Amazon’s fourth run of Prime Day, its self-branded shopping holiday, kicks off next week on July 16. There will be a lot of deals, which you can peruse through many exhaustive lists compiled by various media outlets.
These deals are not limited to Amazon; they also include special offers for shoppers at Whole Foods, the upscale grocery chain that Amazon bought for $13.7 billion last year.
Prime members who spend at least $10 at Whole Foods between July 11 and July 17 will get a $10 account credit to spend on Amazon.com during Prime Day. Shoppers with Amazon’s Prime Rewards Visa Signature credit card will also get 10% back on up to $400 in Whole Foods purchases from July 14 to July 17.
These are good deals, no doubt. But every day is Prime Day at Whole Foods now, if you’re a Prime member.

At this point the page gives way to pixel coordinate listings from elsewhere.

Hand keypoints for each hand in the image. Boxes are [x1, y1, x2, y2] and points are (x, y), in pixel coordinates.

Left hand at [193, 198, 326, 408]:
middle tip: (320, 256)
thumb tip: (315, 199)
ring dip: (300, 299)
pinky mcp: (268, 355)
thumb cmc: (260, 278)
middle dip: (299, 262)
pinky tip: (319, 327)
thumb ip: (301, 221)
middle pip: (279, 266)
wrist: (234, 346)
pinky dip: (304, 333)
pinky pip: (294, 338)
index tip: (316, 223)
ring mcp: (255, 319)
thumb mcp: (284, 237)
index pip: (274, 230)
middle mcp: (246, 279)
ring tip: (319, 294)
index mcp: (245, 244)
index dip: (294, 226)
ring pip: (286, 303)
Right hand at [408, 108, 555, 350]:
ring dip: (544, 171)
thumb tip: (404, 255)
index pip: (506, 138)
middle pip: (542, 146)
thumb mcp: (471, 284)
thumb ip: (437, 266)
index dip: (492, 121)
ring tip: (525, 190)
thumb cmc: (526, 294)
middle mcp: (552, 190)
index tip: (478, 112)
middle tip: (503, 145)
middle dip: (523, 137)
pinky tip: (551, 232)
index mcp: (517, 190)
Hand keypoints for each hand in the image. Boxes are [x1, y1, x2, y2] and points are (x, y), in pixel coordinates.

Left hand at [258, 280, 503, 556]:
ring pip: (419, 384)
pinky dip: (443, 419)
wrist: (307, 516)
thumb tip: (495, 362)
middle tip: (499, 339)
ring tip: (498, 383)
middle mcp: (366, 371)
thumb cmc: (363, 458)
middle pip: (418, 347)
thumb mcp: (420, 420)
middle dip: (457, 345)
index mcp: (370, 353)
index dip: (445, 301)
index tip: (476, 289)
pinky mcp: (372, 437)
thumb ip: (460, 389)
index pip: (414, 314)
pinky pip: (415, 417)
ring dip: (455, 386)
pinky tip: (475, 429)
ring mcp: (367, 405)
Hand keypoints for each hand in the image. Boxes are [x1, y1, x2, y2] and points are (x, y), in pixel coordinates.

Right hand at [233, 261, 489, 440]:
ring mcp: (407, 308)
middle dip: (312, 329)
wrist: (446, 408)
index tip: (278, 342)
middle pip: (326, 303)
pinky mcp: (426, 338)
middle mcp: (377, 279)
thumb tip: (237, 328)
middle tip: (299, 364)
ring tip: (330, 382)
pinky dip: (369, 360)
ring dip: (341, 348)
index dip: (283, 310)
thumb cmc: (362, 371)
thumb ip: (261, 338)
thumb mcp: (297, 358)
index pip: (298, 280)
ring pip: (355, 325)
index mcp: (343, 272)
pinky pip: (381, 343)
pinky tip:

In recent weeks, Amazon has bathed Whole Foods locations in Prime branding, hanging sky-blue Prime banners on storefronts, decorating the ends of grocery aisles with signs for sales exclusive to Prime members, and even getting Whole Foods employees to wear blue Prime aprons. You could be forgiven for walking into your local Whole Foods and thinking it was an entirely different place.
Whole Foods also now routinely offers Prime member deals—extra deep discounts on prices for shoppers who download the Whole Foods app and sign in with their Prime account. Users of the Prime-branded credit card routinely get 5% back on purchases at Whole Foods, the same as for purchases on Amazon.com.
These Prime-member deals have drawn a line between between Prime members and other shoppers, who increasingly find themselves excluded from Whole Foods sales. At a Whole Foods in the Chelsea neighborhood of Manhattan, for example, Honest Lemonade was recently priced at two for $3 for Prime members and $2.99 each for everyone else. A week earlier, those same lemonades had been on sale at $1.99 for all customers. Amazon isn’t kidding when it tells Prime members, “A special deal just for you. Yes, you.”
Prime members have long been eligible for certain deals and benefits on Amazon.com that weren’t afforded to non-members, and Prime benefits grew up alongside the e-commerce site. But at Whole Foods, this process has happened differently: In creating benefits for Prime shoppers, Amazon has excluded regular customers from the steepest price cuts as well as once-routine sales. Every day is Prime Day at Whole Foods if you have Amazon Prime, and every day is a comparatively worse deal if you don’t.